> WORK ITEM
Print nothing but the lines below starting at the line that holds "middle pip: (133, 67)" and ending at the line that holds "pinky mcp: (496, 343)", including both, each exactly as written.

::: EXTRACTED INFORMATION

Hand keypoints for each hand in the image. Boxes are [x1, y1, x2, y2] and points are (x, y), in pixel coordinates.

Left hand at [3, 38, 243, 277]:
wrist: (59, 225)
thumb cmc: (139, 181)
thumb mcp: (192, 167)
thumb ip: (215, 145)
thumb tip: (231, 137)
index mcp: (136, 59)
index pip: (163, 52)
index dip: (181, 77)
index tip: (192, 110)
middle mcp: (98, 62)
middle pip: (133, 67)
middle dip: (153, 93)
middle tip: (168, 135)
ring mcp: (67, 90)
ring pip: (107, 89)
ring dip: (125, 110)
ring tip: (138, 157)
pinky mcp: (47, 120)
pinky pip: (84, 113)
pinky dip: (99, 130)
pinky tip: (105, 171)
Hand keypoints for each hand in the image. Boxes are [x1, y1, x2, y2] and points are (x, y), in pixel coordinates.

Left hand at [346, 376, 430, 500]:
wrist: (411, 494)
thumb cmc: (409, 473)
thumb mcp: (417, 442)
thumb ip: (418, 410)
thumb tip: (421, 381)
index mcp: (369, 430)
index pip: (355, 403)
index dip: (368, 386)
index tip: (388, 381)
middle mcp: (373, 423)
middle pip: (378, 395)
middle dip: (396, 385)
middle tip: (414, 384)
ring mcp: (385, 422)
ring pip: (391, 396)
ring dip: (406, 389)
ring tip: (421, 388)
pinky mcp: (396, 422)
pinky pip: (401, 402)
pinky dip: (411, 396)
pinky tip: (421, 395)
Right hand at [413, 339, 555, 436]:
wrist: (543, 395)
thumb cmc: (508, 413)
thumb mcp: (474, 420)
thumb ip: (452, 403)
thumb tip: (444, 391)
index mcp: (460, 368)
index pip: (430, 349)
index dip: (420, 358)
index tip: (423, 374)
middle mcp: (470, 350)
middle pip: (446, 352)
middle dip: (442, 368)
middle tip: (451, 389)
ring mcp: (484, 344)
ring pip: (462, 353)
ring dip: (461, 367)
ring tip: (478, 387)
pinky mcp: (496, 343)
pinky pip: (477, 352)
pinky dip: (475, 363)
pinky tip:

::::::

> REPLY TO THE EXERCISE
middle pip: (133, 67)
middle dip: (153, 93)
middle tip: (168, 135)
ring mcp: (67, 90)
ring pip: (107, 89)
ring dip: (125, 110)
ring tip: (138, 157)
pinky mcp: (47, 120)
pinky pip: (84, 113)
pinky dip: (99, 130)
pinky tip: (105, 171)
Hand keypoints for each hand in the image. Boxes are [x1, y1, x2, y2] and points are (x, y), in pixel coordinates.

Left hand at [346, 376, 430, 500]:
wrist: (411, 494)
thumb cmc: (409, 473)
thumb mcp: (417, 442)
thumb ip: (418, 410)
thumb tip: (421, 381)
index mcp: (369, 430)
index pip: (355, 403)
index dip: (368, 386)
index tip: (388, 381)
middle mcp: (373, 423)
middle pip: (378, 395)
middle dip: (396, 385)
middle tip: (414, 384)
ring mcp: (385, 422)
ring pip: (391, 396)
ring dip: (406, 389)
ring tip: (421, 388)
pinky mcp: (396, 422)
pinky pip: (401, 402)
pinky dip: (411, 396)
pinky tip: (421, 395)
Right hand at [413, 339, 555, 436]:
wrist: (543, 395)
thumb cmc: (508, 413)
thumb mcp: (474, 420)
thumb ip: (452, 403)
thumb tip: (444, 391)
index mcp: (460, 368)
index pip: (430, 349)
index dip: (420, 358)
index tip: (423, 374)
middle mcp: (470, 350)
middle pip: (446, 352)
middle dip: (442, 368)
middle tip: (451, 389)
ring mcp: (484, 344)
ring pip: (462, 353)
ring dip: (461, 367)
ring tip: (478, 387)
pinky mcp: (496, 343)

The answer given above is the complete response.